Asia Capital turn round, but retained losses still a drag

With the management of Asia Capital Ltd. now in the hands of its founders, a major shift in policy and direction had taken place with an aggressive program of investment and diversification launched, the company's new chairman, Mr. Nigel Austin has told shareholders.

Asia had turned round in the year ended March 31, 1998, posting a profit of Rs. 220 million against a loss of Rs. 110.9 million a year earlier. However, the company was carrying a retained loss of Rs. 297.2 million in its books as at March 31, 1998. During the first quarter of the current financial year the group had earned a net profit of Rs. 26.7 million, down from Rs. 63.9 million a year earlier.

Austin said that the company had identified opportunities to acquire substantial holdings in other businesses to form strategic alliances and enjoy mutually beneficial synergies. The object was to derive steady earnings and further enhance Asia's stability.

The first of these alliances was formed with Asia Capital acquiring a 40% stake in the commodity broking company, Asia Siyaka Commodities (Pvt.) Ltd. floated by a breakaway group of managers from Forbes and Walker. Austin said that in just six months then new company had become one of the country's leading commodity brokers, thanks to its able and experienced management.

A second strategic alliance was the acquisition of a 20% stake of old established Richard Pieris and Co. Ltd., a leading blue chip quoted on the Colombo bourse. The third such investment was the acquiring of 20% of Lanka Orix Leasing Co. Ltd. (LOLC), the pioneers of the leasing industry in Sri Lanka who is the lead player in this field.

"The strategic alliance with Richard Pieris, while helping to diversify our own income base, will enable both companies to take advantage of each other's strengths in their specialized areas of business,'' Austin said.

""The investment in Sri Lanka's leading leasing company adds diversity to Asia Capital's role as a lead player in the financial sector while harnessing to advantage the financial expertise of both organisations to take maximum advantage of the highly lucrative leasing market.''

Austin saw a lot of scope in the emerging fledgling debt market and said that Asia's focus in the coming year was to play an increasingly important role in this fast growing and potentially rewarding market.

Asia's chief executive officer, Dirk Flamer-Caldera said that their subsidiary, Asia Securities, remains one of the country's leading stockbrokers. It had returned to profitability from a small loss incurred the previous year.

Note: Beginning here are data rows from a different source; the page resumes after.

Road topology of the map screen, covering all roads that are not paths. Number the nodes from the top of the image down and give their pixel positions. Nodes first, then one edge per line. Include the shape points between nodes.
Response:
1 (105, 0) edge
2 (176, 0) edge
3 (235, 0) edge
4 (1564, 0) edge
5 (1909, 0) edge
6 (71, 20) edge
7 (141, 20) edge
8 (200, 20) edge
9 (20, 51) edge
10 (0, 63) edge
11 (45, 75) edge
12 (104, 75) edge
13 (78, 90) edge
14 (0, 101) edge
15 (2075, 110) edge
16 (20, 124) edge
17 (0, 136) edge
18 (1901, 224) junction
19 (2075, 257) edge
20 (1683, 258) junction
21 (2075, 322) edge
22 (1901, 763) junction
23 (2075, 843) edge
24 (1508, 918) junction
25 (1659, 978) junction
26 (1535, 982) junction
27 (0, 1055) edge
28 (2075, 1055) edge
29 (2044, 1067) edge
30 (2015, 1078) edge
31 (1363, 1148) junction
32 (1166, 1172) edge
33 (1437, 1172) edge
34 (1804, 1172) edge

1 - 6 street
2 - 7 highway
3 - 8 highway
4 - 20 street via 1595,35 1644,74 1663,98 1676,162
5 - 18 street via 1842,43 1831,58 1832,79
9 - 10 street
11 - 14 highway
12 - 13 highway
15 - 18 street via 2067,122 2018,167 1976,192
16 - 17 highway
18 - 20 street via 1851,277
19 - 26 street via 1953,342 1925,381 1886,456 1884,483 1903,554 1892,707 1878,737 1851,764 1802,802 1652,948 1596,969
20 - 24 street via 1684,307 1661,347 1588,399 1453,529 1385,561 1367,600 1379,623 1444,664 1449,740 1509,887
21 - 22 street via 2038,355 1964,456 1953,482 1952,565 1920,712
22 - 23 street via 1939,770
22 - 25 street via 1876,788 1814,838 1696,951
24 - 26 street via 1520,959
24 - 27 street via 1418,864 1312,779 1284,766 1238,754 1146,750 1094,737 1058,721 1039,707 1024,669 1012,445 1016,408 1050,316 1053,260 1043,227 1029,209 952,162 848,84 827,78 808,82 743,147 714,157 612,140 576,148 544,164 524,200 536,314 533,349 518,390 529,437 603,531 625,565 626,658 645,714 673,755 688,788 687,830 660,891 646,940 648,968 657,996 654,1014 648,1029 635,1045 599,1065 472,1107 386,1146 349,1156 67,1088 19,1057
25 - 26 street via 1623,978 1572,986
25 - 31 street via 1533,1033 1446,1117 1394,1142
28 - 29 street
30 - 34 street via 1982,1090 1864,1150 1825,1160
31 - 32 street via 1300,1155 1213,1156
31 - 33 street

"Asia Securities have performed creditably over the years and was rated No. 1 stockbroker in Sri Lanka by a recent poll of fund managers undertaken by Reuters. The new directors have taken several steps to improve the performance of the company even further and are confident that Asia Securities will continue to be the top ranking Sri Lankan broking house and contribute significantly towards the growth of your company in the future,'' Caldera said.

He also reported that the contentious issues arising with Asia and Vanik competing for Forbes Ceylon had been "satisfactorily concluded''. The sale of Asia- held Forbes shares consequent to a settlement with Vanik had "contributed significantly'' to Asia's profits during the year under review.

During the year, full provision of Rs. 15 million had to be made for an investment of Rs. 15 million in Norman Price Soft Toys (Pvt.) Ltd. due to that company going into liquidation. Rs. 15 million preferred shares in Asha Central Hospital were redeemed in full at a premium of 15% per annum.

The group had increased its listed share portfolio during the year with investments rising to Rs. 831 million from Rs. 500 million the previous year. The focus had mainly been on financial services and conglomerates. Other main investments were in the DFCC Bank and Asian Hotels. Investments underwriting The Ceylon Brewery and The Lion Brewery were divested at a substantial capital gain, Caldera said.

The group's after tax profit for the year was Rs. 220 million, up from a loss of Rs. 110.9 million the previous year. The group is now carrying forward retained losses of Rs. 297.2 million after providing for a proposed dividend absorbing Rs. 55 million.

The pre-tax returns on the group's investment in debt securities and deposits during the year was Rs. 48.1 million, down from the previous year's Rs. 94.3 million. The lower return was attributed to the company increasing its investment in equities and reducing its debt portfolio as well as lower interest rates that prevailed during the year under review.

Caldera said that a substantial portion of Asia's resources were tied in investments made by the previous management. They would take necessary steps at opportune moments to liquidate some of these and reinvest in accordance with their strategic objectives and in a manner that would optimise returns.

"The directors have now set the stage for your company to take maximum advantage of the opportunities that arise in the financial markets in the future,'' he said.

The directors of the company are Messrs. Nigel Austin (chairman), D.B. Flamer-Caldera (CEO), Rusi. S. Captain, Brian Brown, Ajit de Fonseka, Asanga Seneviratne, James Reinmuth, and Jean-Luc Eymery.